The Physics Behind Desmodromic Valve Trains

In conventional four-stroke engines, intake and exhaust valves are opened by a cam and closed by a return spring. Desmodromic valves use two cams, one for positively opening the valve and the other for closing it without the use of a return spring. 

 

Desmodromic Valve using Two Cams

For racing engines on cars and motorcycles, their high revving nature makes conventional spring-loaded valves inefficient and prone to metal fatigue with sustained use at high rpms, thereby seriously limiting high performance. As maximum rpm rises, the springs in conventional valvetrains would encounter higher forces leading to increased cam drag and wear leading to eventual failure. Desmodromic valves address this problem because it does not have to overcome the static energy of the spring.

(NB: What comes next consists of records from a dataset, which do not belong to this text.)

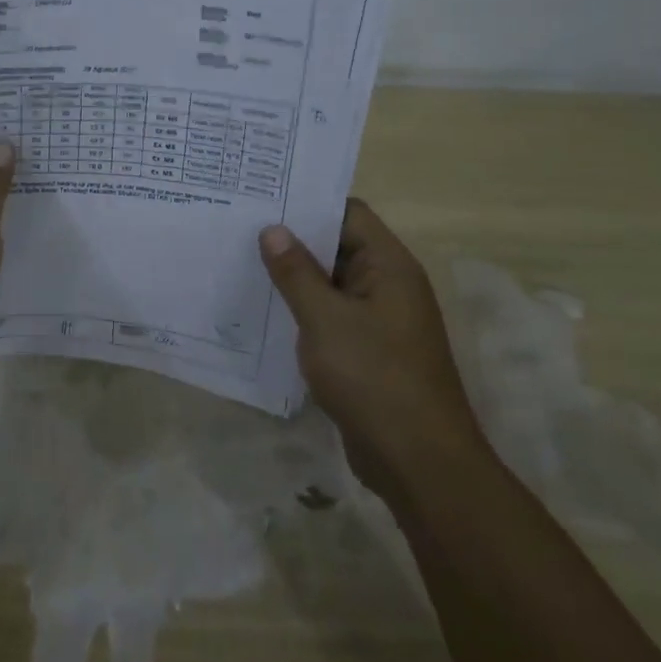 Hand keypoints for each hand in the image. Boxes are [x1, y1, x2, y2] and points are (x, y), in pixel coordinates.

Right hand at [259, 199, 483, 482]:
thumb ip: (296, 273)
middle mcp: (388, 285)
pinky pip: (332, 316)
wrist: (419, 464)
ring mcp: (380, 320)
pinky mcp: (369, 350)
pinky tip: (266, 311)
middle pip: (338, 245)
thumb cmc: (374, 378)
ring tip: (243, 262)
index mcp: (389, 266)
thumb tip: (273, 230)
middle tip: (241, 226)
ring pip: (331, 283)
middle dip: (293, 239)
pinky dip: (304, 310)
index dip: (308, 202)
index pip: (348, 213)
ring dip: (295, 277)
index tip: (263, 197)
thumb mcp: (325, 320) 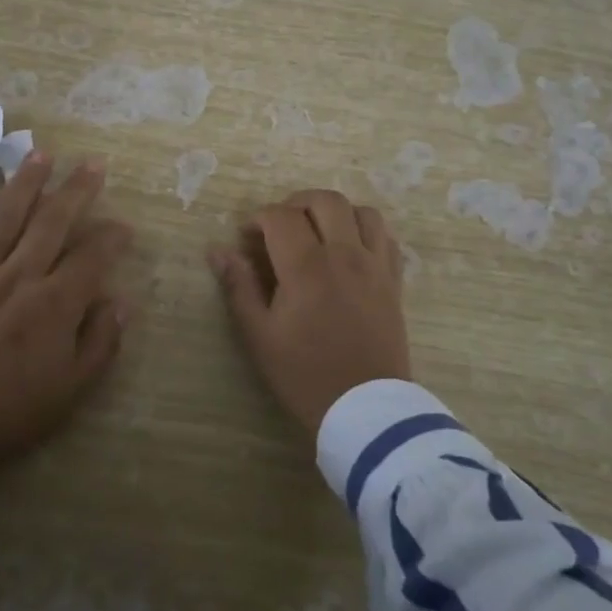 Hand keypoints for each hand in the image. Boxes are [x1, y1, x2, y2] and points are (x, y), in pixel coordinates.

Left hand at [0, 155, 133, 477]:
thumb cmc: (10, 411)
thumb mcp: (71, 389)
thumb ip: (100, 342)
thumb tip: (120, 302)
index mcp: (54, 304)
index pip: (92, 257)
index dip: (112, 237)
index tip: (124, 226)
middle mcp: (19, 277)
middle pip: (52, 223)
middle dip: (76, 190)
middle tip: (92, 163)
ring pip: (5, 219)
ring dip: (25, 183)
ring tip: (41, 153)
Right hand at [209, 189, 410, 434]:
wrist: (365, 409)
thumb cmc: (305, 374)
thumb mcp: (259, 335)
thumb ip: (239, 286)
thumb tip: (218, 251)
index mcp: (307, 267)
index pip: (281, 216)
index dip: (258, 218)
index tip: (247, 238)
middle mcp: (345, 255)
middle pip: (324, 200)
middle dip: (295, 203)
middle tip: (279, 227)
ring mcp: (375, 265)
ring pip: (360, 211)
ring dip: (335, 212)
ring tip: (317, 233)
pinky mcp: (393, 280)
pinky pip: (385, 236)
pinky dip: (365, 230)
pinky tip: (350, 248) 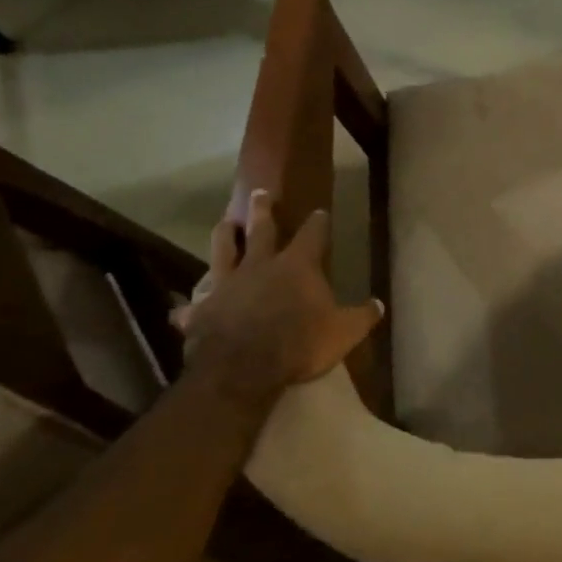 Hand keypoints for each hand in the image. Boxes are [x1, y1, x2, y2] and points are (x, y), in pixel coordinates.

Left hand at [172, 190, 382, 399]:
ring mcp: (227, 285)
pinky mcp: (202, 310)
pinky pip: (193, 307)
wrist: (244, 368)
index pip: (312, 235)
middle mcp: (260, 266)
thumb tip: (379, 305)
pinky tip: (182, 311)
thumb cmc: (300, 343)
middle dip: (263, 211)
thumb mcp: (344, 332)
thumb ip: (362, 316)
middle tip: (259, 193)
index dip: (318, 223)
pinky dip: (189, 308)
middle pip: (261, 230)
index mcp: (297, 266)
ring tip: (223, 224)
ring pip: (222, 251)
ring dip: (223, 236)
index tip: (320, 211)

Mercedes Benz used desmodromic valves in their 1954 Formula One car as well as on the Mercedes Benz 300 SLR of 1955. Ducati developed a desmodromic valve system for their Ducati 125 Grand Prix motorcycle in 1956 to force valves to comply with the timing diagram as consistently as possible. Ducati went on to deliver a number of patents related to desmodromic valvetrains. If in a racing application, a normal valve spring had an upper limit of 10,000 rpm, that same engine would be capable of an upper limit of 15,000 rpm when equipped with a desmodromic valve, and therefore much higher power and better efficiency.

Modern Formula One engines use a pneumatic system to close valves that allow very high rpm without valve float, catastrophic failure due to valve coming in contact with the piston head, and for proper valve seating before the next combustion cycle begins.

Desmodromic valves are still used on current Ducati motorcycle engines from standard production bikes to superbikes and MotoGP bikes.